━━━ Record extracts

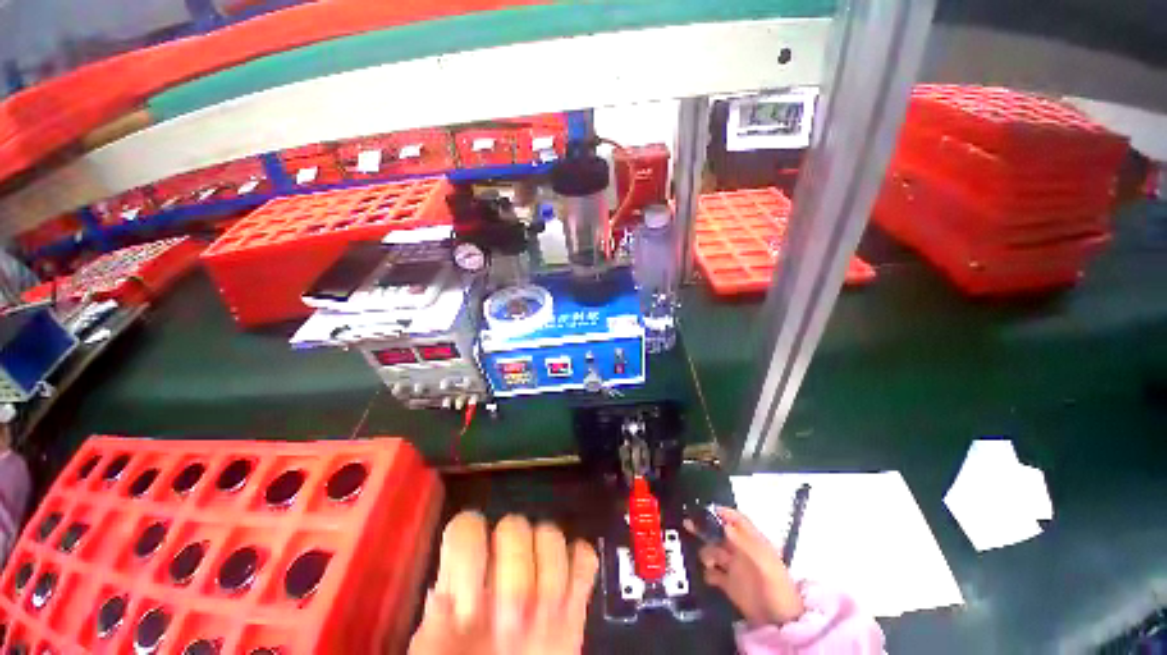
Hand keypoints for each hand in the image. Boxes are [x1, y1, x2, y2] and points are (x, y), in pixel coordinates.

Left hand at [408, 511, 598, 654]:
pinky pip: (584, 556)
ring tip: (541, 624)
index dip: (469, 558)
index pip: (467, 527)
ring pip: (550, 533)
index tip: (469, 613)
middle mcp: (502, 565)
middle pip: (515, 525)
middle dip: (515, 574)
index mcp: (463, 578)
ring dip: (550, 576)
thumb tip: (441, 601)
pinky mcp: (572, 592)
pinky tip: (568, 604)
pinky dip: (580, 572)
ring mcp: (541, 574)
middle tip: (509, 627)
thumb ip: (432, 630)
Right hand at [685, 506, 804, 627]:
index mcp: (754, 543)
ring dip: (706, 552)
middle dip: (705, 527)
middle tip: (689, 523)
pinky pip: (712, 573)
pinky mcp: (729, 585)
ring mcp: (735, 568)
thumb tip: (725, 526)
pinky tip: (708, 575)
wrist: (781, 624)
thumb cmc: (778, 589)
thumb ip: (745, 544)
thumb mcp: (764, 563)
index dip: (723, 512)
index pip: (737, 520)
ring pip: (713, 550)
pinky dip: (707, 572)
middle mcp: (742, 551)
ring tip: (708, 561)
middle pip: (720, 532)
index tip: (706, 509)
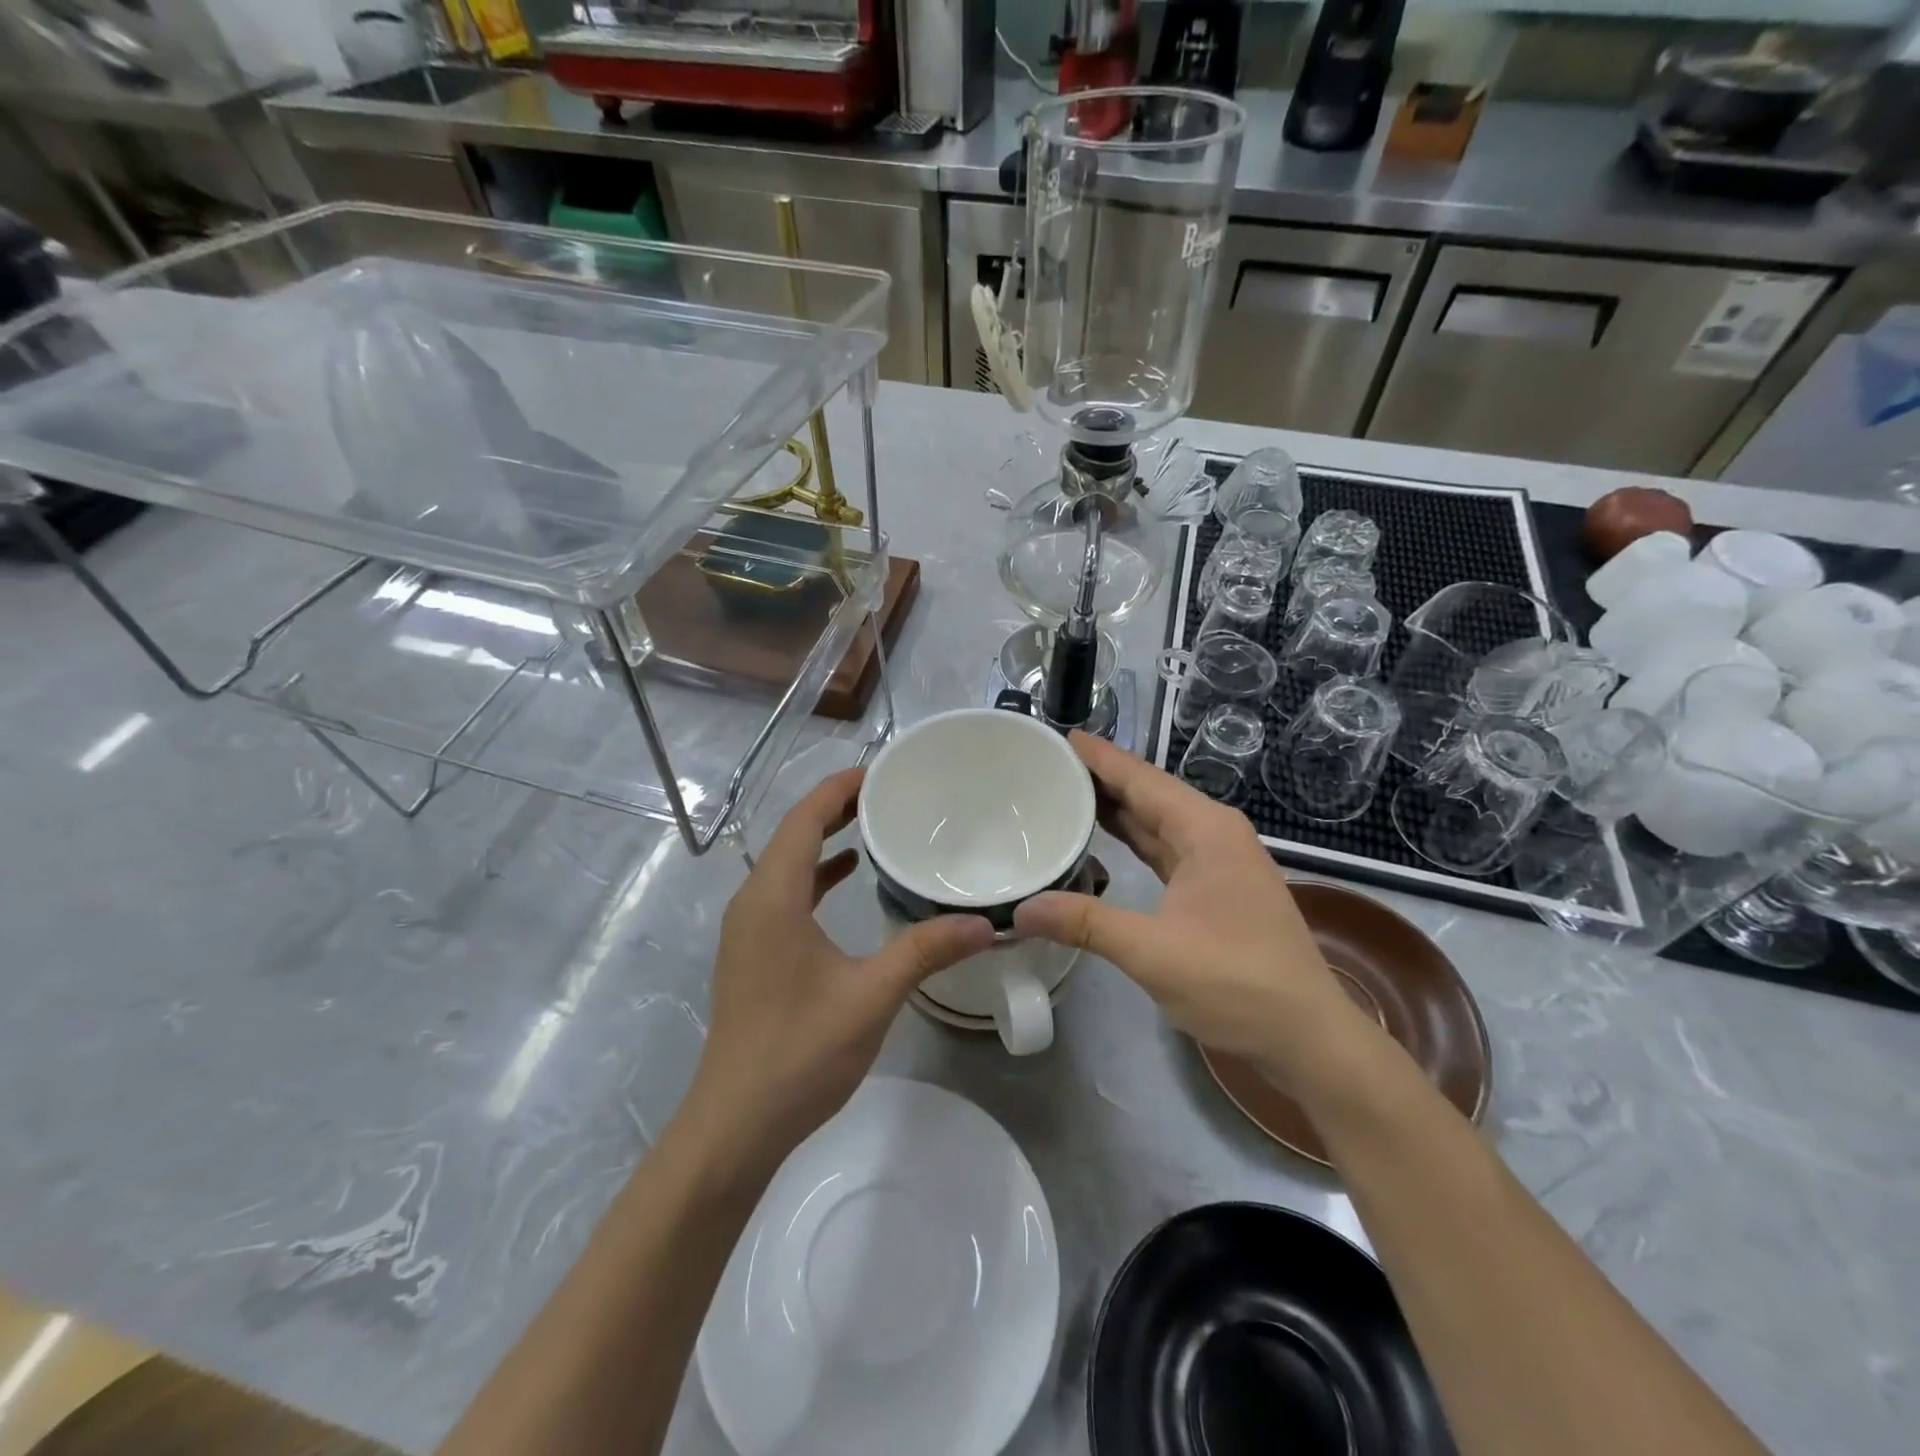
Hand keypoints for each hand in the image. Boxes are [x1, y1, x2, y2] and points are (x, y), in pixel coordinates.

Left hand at [681, 769, 995, 1170]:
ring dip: (823, 838)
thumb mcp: (871, 996)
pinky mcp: (754, 953)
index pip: (804, 820)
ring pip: (787, 863)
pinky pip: (785, 893)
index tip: (881, 772)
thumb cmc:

━━━━━━

Work task:
Reproduce the entire listing exactly, except for any pictures it contains.

Expected output:
Hand keypoints for each hand in the image. Boxes are [x1, y1, x2, y2] and points are (x, y), in pixel coordinates.

Left hand at [408, 511, 598, 654]:
pinky pip: (584, 556)
ring tip: (541, 624)
index dip: (469, 558)
index pip: (467, 527)
ring pip: (550, 533)
index tip: (469, 613)
middle mcp: (502, 565)
middle pip: (515, 525)
middle dip: (515, 574)
index mcp: (463, 578)
ring dip: (550, 576)
thumb tip: (441, 601)
pinky mcp: (572, 592)
pinky tip: (568, 604)
pinky dip: (580, 572)
ring mcp: (541, 574)
middle tip: (509, 627)
thumb ip: (432, 630)
Right hand at [685, 506, 804, 627]:
index mcp: (754, 543)
ring dip: (706, 552)
middle dip: (705, 527)
middle tip: (689, 523)
pinky pip: (712, 573)
pinky mcp: (729, 585)
ring mcp: (735, 568)
thumb tip: (725, 526)
pinky tip: (708, 575)
wrist: (781, 624)
thumb cmc: (778, 589)
thumb ip: (745, 544)
thumb mcp: (764, 563)
index dip: (723, 512)
index pip: (737, 520)
ring pip: (713, 550)
pinky dip: (707, 572)
middle mcp: (742, 551)
ring tip: (708, 561)
middle pip: (720, 532)
index tip: (706, 509)
Hand keypoints for each hand in the image. Boxes are [x1, y1, x2, y2] and points are (x, y), in pixel coordinates.

Left hand at [681, 769, 995, 1170]:
ring dip: (823, 838)
thumb mcp: (871, 996)
pinky mcp: (754, 953)
index pip: (804, 820)
ring pip: (787, 863)
pinky pip: (785, 893)
index tip: (881, 772)
thumb cmc:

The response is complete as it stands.